Dans son dernier rapport annuel sur la situation générale des droits de l’homme en Haïti, l’Action internationale pour les droits humains (AIDH) est critique vis a vis des autorités haïtiennes.

 

Selon les dirigeants de l’AIDH en 2017 plusieurs agents de la Police nationale d’Haïti (PNH) avaient été coupables de bavures et avaient participé à des exactions.

 

Le rapport indique que les citoyens n’ont pas confiance en la force publique.

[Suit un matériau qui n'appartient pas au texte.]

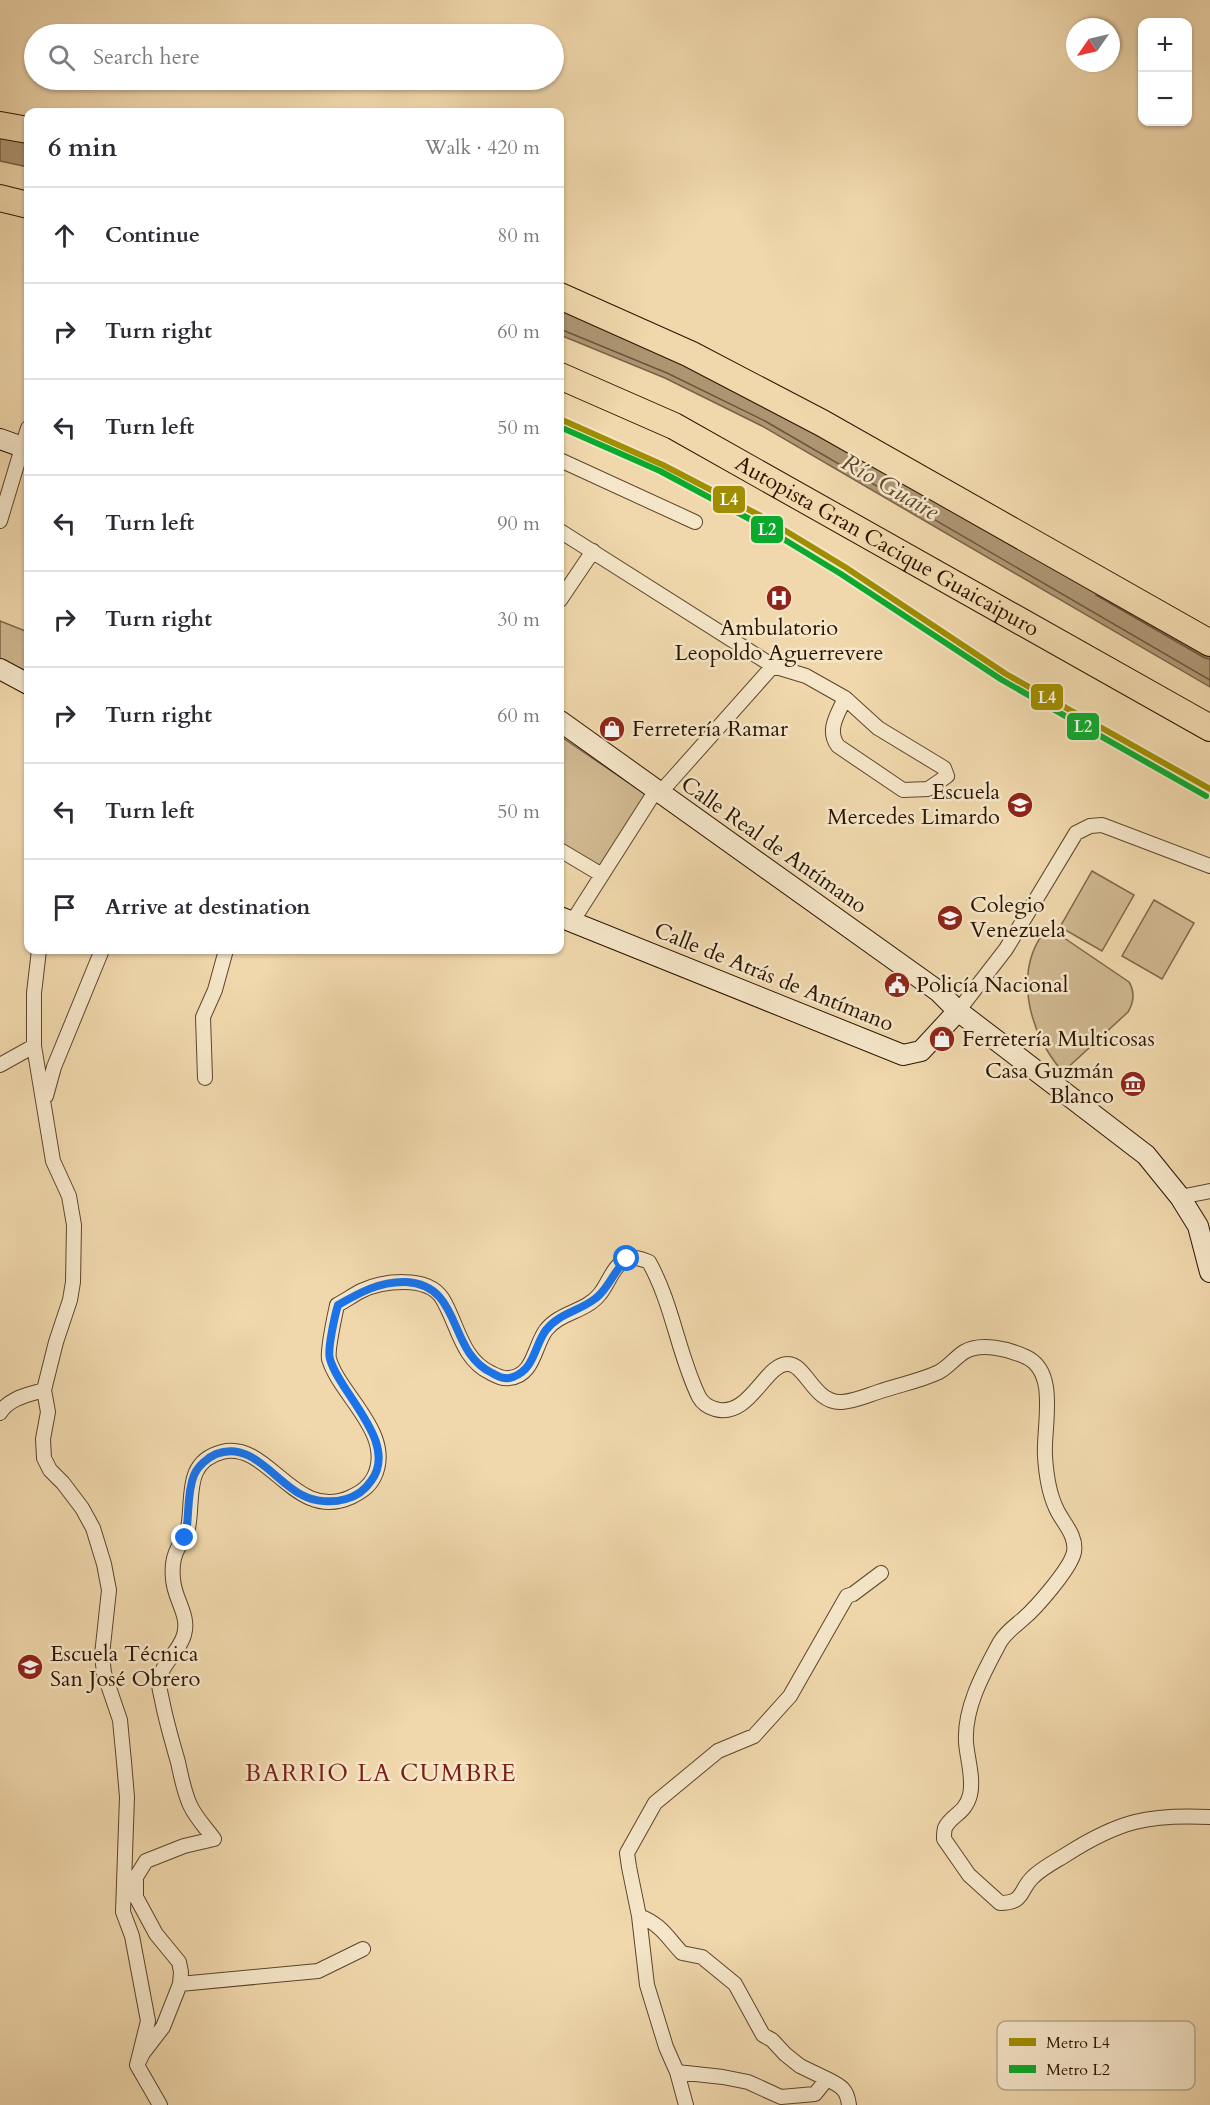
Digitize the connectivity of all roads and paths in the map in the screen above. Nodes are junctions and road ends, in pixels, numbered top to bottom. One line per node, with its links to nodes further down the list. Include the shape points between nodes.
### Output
1 (0, 125): 2 (highway)
2 (24, 129)
3 (0, 198): 4 (highway)
4 (24, 204)
5 (564, 298): 16 (highway, via 690,354 822,423)
6 (564, 378): 22 (highway, Autopista Gran Cacique Guaicaipuro, via 674,426)
7 (0, 439): 8 (street)
8 (24, 446)
9 (24, 453): 11 (street)
10 (564, 462): 12 (street)
11 (0, 521)
12 (695, 522)
13 (564, 533): 14 (street)
14 (593, 551): 15 (street); 17 (street)
15 (564, 594)
16 (1210, 643)
17 (774, 666): 20 (street, via 806,676); 24 (street)
18 (0, 669): 19 (street)
19 (24, 682)
20 (845, 698): 20 (street, via 878,728 944,768 947,776 928,789 903,790 838,746 832,729)
21 (564, 724): 24 (street, Calle Real de Antímano)
22 (1210, 728)
23 (564, 733): 24 (street)
24 (655, 795): 27 (street); 32 (street, Calle Real de Antímano, via 938,992)
25 (564, 852): 27 (street)
26 (1210, 866): 32 (street, via 1102,825 1076,833 1006,949)
27 (602, 875): 28 (street)
28 (566, 919): 32 (street, Calle de Atrás de Antímano, via 903,1055 921,1051)
29 (39, 954): 33 (street)
30 (100, 954): 36 (street, via 54,1067)
31 (225, 954): 35 (street, via 203,1017)
32 (956, 1013): 38 (street, Calle Real de Antímano, via 1146,1155)
33 (34, 1046): 34 (street); 36 (street)
34 (0, 1065)
35 (205, 1078)
36 (44, 1104): 40 (street, via 53,1161 69,1196 74,1225 70,1300)
37 (1210, 1191): 38 (street)
38 (1180, 1197): 39 (street, Calle Real de Antímano, via 1198,1226)
39 (1210, 1272)
40 (44, 1390): 41 (street, via 19,1397); 47 (street, via 48,1412 44,1458 93,1528 109,1590 102,1655 120,1720 124,1762 123,1912 134,1946 148,2021)
41 (0, 1413)
42 (881, 1573): 44 (street, via 847,1596 790,1696 754,1736 718,1750 655,1803 627,1852)
43 (1210, 1817): 46 (street, via 1174,1815 1135,1820 1095,1836 1032,1878 1022,1896 1011,1903 1000,1903 969,1875 944,1839 945,1827 965,1809 971,1793 968,1716 983,1676 1002,1638 1036,1606 1074,1553 1074,1543 1052,1496 1045,1455 1046,1380 1028,1358 1003,1349 967,1350 928,1376 839,1403 826,1399 796,1366 787,1363 777,1367 742,1404 721,1411 700,1399 668,1304 649,1262 639,1258 627,1259 619,1266 598,1297 561,1316 546,1330 525,1370 510,1378 483,1369 470,1354 441,1296 417,1283 396,1282 363,1290 338,1305 330,1342 329,1358 366,1420 376,1445 379,1463 374,1479 363,1492 327,1502 303,1496 257,1460 238,1452 208,1458 194,1474 188,1526 173,1563 177,1599 186,1619 184,1635 163,1667 159,1683 188,1798 214,1839 146,1861 136,1877 136,1897 156,1934 179,1962)
44 (639, 1916): 48 (street, via 647,1985); 49 (street, via 668,1934 682,1953 702,1957 735,1984 763,2035 800,2066)
45 (363, 1949): 46 (street, via 318,1971)
46 (180, 1984): 47 (street, via 163,2027)
47 (137, 2065): 50 (street)
48 (677, 2072): 49 (street, via 748,2082 781,2097 815,2094); 51 (street)
49 (827, 2079): 52 (street, via 842,2086)
50 (160, 2105)
51 (686, 2105)
52 (849, 2105)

Tout en faisant état d’améliorations apportées par la hiérarchie de la PNH, l’AIDH estime qu’elles « sont faibles et presque non visibles à côté de celles attendues. »

 

L’AIDH recommande aux autorités gouvernementales et policières de poursuivre le processus d’épuration de la PNH. « Que le gouvernement prenne des engagements fermes devant la nation haïtienne et la communauté internationale en vue de combattre la corruption qui ronge les institutions régaliennes du pays et ceux du secteur privé ».

 

En ce qui a trait à la situation dans les centres carcéraux l’AIDH juge que la sitution est inquiétante. « La détention préventive prolongée reste un fléau », précise le rapport ajoutant que l’appareil judiciaire alimente l’impunité.

 

L’État doit renforcer et dynamiser le CSPJ en lui fournissant les moyens de fonctionnement nécessaires, précise le rapport de l’AIDH mettant l’accent sur des thèmes importants tels la migration et la remobilisation de l’armée.

 

Les responsables de l’AIDH recommandent au gouvernement haïtien de « Travailler à la réalisation des droits sociaux, économiques et culturels de la population haïtienne, de lutter contre la fuite des cerveaux en créant des emplois et de se pencher sur le problème d’alimentation des prisonniers et leurs conditions de vie inhumaine ».